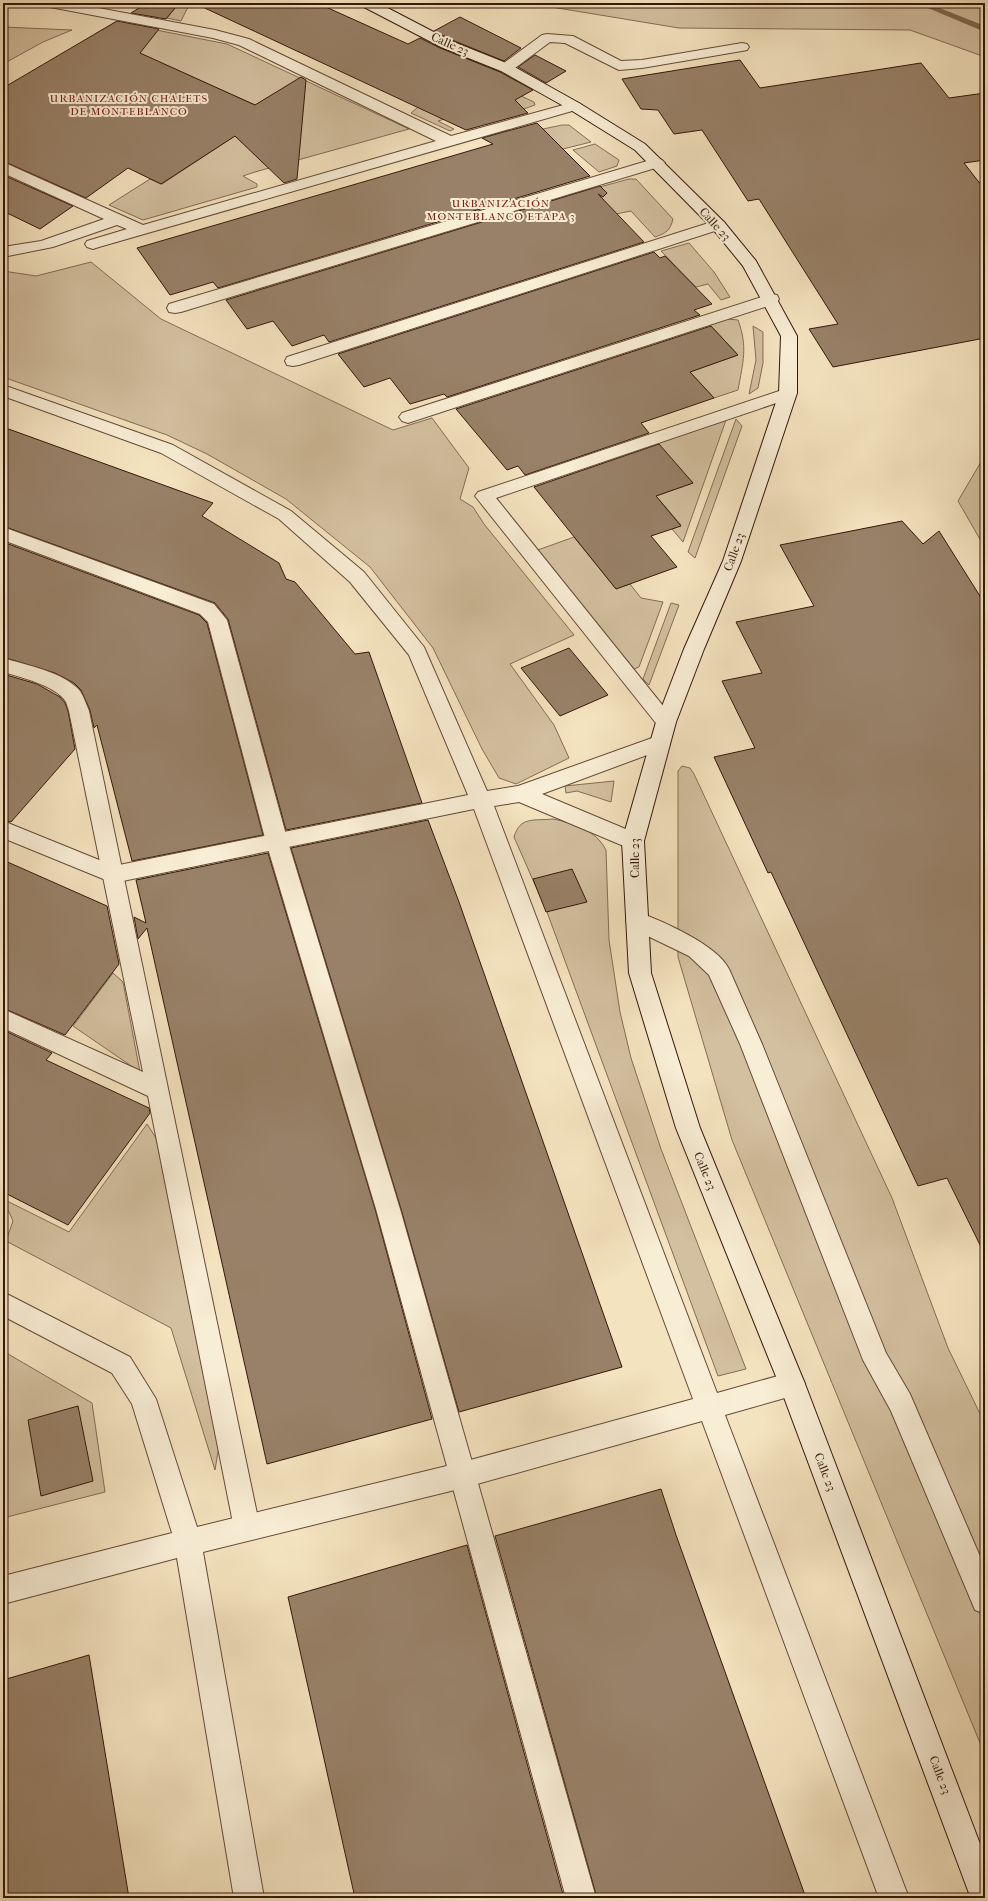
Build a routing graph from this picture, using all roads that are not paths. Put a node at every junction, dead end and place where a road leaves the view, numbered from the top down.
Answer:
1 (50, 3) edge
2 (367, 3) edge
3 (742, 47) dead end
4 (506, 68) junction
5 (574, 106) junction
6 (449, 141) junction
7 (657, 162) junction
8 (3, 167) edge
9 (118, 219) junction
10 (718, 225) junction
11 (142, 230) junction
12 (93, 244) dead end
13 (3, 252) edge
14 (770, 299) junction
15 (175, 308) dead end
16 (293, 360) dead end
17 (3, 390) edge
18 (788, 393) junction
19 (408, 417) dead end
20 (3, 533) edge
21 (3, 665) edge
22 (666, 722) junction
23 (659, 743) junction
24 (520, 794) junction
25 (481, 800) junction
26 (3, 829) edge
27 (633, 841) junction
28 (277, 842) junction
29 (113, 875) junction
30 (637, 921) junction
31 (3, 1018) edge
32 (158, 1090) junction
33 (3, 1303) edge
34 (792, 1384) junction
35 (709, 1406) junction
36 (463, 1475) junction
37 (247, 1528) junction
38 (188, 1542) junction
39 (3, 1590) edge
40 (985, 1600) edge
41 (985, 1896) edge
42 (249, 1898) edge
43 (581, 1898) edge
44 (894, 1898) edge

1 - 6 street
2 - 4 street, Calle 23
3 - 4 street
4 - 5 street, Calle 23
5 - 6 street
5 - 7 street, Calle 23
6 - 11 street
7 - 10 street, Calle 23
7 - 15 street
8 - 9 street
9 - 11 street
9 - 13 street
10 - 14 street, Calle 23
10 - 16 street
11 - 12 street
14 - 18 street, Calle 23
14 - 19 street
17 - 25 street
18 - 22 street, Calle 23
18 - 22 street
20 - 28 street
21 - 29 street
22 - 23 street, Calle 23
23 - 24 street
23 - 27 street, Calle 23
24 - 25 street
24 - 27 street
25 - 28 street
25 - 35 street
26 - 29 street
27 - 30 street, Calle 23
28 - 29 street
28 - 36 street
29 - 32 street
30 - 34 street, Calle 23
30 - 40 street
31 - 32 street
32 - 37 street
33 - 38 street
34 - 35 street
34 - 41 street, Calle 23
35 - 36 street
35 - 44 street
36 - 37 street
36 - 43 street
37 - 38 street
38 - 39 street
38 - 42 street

________________

» **What to work on**
Print the whole listing exactly. No pictures belong in the copy.

» **Result for this exercise**
Build a routing graph from this picture, using all roads that are not paths. Put a node at every junction, dead end and place where a road leaves the view, numbered from the top down.
Answer:
1 (50, 3) edge
2 (367, 3) edge
3 (742, 47) dead end
4 (506, 68) junction
5 (574, 106) junction
6 (449, 141) junction
7 (657, 162) junction
8 (3, 167) edge
9 (118, 219) junction
10 (718, 225) junction
11 (142, 230) junction
12 (93, 244) dead end
13 (3, 252) edge
14 (770, 299) junction
15 (175, 308) dead end
16 (293, 360) dead end
17 (3, 390) edge
18 (788, 393) junction
19 (408, 417) dead end
20 (3, 533) edge
21 (3, 665) edge
22 (666, 722) junction
23 (659, 743) junction
24 (520, 794) junction
25 (481, 800) junction
26 (3, 829) edge
27 (633, 841) junction
28 (277, 842) junction
29 (113, 875) junction
30 (637, 921) junction
31 (3, 1018) edge
32 (158, 1090) junction
33 (3, 1303) edge
34 (792, 1384) junction
35 (709, 1406) junction
36 (463, 1475) junction
37 (247, 1528) junction
38 (188, 1542) junction
39 (3, 1590) edge
40 (985, 1600) edge
41 (985, 1896) edge
42 (249, 1898) edge
43 (581, 1898) edge
44 (894, 1898) edge

1 - 6 street
2 - 4 street, Calle 23
3 - 4 street
4 - 5 street, Calle 23
5 - 6 street
5 - 7 street, Calle 23
6 - 11 street
7 - 10 street, Calle 23
7 - 15 street
8 - 9 street
9 - 11 street
9 - 13 street
10 - 14 street, Calle 23
10 - 16 street
11 - 12 street
14 - 18 street, Calle 23
14 - 19 street
17 - 25 street
18 - 22 street, Calle 23
18 - 22 street
20 - 28 street
21 - 29 street
22 - 23 street, Calle 23
23 - 24 street
23 - 27 street, Calle 23
24 - 25 street
24 - 27 street
25 - 28 street
25 - 35 street
26 - 29 street
27 - 30 street, Calle 23
28 - 29 street
28 - 36 street
29 - 32 street
30 - 34 street, Calle 23
30 - 40 street
31 - 32 street
32 - 37 street
33 - 38 street
34 - 35 street
34 - 41 street, Calle 23
35 - 36 street
35 - 44 street
36 - 37 street
36 - 43 street
37 - 38 street
38 - 39 street
38 - 42 street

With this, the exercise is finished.